Find the lines below that contain the word "القيروان" and count them. Only the number should be given.

━━━━━━━━━━

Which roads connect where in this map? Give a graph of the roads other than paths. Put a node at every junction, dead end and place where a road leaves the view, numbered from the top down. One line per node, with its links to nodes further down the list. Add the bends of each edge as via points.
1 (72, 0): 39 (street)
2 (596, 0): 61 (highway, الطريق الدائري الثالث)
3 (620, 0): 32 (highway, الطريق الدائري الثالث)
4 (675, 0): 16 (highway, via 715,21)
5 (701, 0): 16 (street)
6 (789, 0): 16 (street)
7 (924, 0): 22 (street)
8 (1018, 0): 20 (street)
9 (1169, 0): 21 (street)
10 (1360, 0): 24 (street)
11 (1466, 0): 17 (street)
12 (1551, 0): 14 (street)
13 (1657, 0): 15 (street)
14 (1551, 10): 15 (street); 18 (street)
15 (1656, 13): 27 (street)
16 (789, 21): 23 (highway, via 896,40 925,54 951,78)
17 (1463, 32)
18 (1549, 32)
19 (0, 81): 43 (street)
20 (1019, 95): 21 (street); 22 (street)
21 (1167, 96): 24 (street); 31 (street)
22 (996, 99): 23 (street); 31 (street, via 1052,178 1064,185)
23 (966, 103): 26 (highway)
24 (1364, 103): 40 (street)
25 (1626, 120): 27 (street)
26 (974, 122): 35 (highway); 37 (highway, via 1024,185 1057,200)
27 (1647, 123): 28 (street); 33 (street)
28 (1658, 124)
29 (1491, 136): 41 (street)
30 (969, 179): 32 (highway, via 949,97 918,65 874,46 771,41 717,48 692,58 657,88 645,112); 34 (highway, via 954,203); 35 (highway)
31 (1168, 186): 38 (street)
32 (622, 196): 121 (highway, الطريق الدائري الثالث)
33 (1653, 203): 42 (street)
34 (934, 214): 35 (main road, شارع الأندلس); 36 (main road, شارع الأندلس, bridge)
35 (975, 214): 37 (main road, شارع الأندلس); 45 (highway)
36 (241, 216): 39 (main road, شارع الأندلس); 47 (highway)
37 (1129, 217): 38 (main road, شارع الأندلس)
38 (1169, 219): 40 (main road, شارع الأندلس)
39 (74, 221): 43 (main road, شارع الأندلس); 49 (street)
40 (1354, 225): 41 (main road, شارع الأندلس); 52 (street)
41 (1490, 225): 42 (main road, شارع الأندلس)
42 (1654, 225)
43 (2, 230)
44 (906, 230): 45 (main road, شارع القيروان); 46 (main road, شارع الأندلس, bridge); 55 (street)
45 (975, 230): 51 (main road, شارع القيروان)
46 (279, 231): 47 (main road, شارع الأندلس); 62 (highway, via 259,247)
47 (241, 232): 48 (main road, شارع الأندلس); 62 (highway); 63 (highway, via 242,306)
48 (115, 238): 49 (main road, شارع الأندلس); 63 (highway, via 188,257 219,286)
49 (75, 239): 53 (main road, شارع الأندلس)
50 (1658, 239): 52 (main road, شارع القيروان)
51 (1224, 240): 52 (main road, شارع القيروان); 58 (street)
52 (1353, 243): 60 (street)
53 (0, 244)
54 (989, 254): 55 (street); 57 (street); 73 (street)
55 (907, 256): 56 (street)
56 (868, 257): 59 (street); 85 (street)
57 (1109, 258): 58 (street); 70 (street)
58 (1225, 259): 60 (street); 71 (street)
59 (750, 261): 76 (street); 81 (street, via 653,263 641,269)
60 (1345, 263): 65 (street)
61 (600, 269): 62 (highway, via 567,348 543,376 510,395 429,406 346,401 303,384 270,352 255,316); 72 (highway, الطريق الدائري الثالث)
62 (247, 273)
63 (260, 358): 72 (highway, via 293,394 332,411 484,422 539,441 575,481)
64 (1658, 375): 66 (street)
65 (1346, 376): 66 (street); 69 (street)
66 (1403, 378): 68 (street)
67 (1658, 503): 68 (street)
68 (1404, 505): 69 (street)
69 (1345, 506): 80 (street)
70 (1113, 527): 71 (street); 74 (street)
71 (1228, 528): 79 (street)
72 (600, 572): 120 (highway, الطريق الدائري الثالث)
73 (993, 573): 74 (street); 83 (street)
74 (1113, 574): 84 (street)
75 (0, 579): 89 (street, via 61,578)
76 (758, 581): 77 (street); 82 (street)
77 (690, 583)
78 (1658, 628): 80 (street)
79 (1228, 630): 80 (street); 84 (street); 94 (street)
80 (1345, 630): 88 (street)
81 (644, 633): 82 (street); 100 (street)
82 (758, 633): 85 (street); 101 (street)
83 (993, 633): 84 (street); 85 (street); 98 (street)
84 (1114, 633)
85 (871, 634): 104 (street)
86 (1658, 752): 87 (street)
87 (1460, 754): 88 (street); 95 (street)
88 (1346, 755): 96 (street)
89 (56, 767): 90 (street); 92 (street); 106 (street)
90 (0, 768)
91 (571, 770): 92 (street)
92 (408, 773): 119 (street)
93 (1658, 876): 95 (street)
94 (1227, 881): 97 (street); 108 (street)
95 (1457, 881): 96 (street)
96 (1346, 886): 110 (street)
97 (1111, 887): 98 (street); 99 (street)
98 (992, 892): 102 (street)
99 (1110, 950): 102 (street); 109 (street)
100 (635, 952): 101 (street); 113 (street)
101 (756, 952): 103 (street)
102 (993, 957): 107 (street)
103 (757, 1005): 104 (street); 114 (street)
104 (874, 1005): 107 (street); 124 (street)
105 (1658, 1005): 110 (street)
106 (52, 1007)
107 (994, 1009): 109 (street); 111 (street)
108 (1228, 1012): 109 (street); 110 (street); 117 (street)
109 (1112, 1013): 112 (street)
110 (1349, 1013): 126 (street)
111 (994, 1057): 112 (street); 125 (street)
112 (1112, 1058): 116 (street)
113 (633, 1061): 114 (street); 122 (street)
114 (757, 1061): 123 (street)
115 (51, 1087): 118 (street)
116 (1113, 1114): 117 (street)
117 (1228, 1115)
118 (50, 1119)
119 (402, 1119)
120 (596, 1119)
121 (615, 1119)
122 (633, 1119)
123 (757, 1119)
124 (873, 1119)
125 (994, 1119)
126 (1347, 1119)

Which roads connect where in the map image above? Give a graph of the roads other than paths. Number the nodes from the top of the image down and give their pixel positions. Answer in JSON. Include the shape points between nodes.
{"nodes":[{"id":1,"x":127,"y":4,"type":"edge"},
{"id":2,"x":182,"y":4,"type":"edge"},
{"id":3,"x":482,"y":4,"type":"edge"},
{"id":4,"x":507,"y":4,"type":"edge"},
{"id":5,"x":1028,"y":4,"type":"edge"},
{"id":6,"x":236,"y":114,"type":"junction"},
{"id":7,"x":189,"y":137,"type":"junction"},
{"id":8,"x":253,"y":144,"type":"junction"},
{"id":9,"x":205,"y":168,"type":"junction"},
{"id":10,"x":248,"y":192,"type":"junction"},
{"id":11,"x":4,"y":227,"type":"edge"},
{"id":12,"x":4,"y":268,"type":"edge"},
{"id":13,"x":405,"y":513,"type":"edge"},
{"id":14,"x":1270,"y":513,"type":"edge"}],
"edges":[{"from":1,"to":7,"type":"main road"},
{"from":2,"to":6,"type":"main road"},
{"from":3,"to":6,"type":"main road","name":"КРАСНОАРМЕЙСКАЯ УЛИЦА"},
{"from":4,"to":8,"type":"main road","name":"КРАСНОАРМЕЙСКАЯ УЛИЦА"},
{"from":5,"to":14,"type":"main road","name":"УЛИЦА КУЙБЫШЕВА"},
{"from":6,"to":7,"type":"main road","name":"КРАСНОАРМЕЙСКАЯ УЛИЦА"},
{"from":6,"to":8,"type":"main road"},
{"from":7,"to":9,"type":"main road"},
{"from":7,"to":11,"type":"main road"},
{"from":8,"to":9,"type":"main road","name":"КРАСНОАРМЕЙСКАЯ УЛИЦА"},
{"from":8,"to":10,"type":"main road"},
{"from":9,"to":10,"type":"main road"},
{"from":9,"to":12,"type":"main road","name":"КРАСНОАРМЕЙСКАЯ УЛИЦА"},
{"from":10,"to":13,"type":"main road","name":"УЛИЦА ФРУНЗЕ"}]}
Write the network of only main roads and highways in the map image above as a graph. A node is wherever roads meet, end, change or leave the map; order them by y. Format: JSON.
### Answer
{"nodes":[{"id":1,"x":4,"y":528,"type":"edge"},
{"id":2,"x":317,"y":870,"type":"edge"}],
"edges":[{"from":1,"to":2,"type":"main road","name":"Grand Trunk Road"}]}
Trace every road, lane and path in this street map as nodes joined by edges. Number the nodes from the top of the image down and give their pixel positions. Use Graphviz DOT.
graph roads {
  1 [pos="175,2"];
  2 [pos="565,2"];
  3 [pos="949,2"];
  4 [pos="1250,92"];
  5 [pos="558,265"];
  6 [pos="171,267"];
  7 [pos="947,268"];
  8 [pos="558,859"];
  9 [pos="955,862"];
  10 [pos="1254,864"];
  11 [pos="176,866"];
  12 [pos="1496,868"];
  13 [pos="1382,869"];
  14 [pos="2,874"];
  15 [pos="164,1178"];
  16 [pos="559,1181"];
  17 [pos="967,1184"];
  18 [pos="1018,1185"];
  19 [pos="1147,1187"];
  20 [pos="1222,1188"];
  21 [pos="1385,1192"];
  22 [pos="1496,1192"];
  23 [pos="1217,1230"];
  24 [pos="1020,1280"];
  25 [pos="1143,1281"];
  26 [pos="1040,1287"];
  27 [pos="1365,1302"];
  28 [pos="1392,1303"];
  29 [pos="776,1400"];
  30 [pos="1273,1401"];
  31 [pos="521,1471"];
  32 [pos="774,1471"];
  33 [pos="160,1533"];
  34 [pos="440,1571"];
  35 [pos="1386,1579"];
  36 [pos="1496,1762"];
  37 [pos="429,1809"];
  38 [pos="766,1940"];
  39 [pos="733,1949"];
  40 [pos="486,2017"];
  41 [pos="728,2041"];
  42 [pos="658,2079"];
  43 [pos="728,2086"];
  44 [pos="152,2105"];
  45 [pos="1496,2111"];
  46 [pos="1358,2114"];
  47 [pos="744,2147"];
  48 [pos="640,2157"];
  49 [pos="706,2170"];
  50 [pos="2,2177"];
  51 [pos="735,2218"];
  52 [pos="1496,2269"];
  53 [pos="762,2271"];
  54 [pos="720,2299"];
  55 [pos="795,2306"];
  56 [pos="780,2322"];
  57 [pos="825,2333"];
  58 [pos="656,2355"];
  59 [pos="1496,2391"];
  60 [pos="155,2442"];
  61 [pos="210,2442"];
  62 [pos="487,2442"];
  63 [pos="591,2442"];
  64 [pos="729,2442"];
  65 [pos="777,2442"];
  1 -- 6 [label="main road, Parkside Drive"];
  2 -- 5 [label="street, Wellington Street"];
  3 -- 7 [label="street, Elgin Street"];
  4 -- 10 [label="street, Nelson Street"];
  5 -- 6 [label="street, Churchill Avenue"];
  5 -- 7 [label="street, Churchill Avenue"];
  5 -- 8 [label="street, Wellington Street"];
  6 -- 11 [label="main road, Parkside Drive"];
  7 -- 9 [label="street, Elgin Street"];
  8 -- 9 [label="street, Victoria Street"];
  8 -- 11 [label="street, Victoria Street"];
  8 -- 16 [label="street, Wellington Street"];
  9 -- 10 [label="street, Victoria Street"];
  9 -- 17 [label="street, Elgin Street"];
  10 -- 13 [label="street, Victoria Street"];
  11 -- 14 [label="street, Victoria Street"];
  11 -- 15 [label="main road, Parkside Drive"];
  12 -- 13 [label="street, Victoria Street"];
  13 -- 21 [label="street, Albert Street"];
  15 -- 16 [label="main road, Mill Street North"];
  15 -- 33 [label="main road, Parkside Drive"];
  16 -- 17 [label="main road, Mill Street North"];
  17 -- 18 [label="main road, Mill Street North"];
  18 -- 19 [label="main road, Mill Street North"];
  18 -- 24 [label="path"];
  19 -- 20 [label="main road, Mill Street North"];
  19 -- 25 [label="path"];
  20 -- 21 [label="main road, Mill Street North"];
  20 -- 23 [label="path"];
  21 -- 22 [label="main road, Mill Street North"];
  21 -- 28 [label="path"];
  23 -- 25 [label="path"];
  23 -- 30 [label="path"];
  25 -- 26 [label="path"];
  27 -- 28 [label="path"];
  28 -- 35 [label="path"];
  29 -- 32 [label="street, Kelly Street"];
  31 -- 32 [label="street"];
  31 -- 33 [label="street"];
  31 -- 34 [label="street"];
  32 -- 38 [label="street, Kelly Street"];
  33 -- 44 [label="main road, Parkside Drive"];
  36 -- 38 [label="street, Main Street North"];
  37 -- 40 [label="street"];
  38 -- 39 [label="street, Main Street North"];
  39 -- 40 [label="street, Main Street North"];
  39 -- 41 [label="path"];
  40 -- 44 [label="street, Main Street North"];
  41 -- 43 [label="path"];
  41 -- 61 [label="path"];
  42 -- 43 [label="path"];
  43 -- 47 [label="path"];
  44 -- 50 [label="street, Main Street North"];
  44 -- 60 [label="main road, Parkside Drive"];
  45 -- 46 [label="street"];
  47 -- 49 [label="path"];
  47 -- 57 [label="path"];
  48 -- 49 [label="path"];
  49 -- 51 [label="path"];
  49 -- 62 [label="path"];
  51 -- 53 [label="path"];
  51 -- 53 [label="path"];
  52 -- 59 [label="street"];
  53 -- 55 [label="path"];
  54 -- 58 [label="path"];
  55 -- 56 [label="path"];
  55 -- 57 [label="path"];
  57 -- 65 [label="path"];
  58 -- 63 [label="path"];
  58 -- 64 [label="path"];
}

━━━━━━━━━━

→ **REPLY TO THE TASK**: 4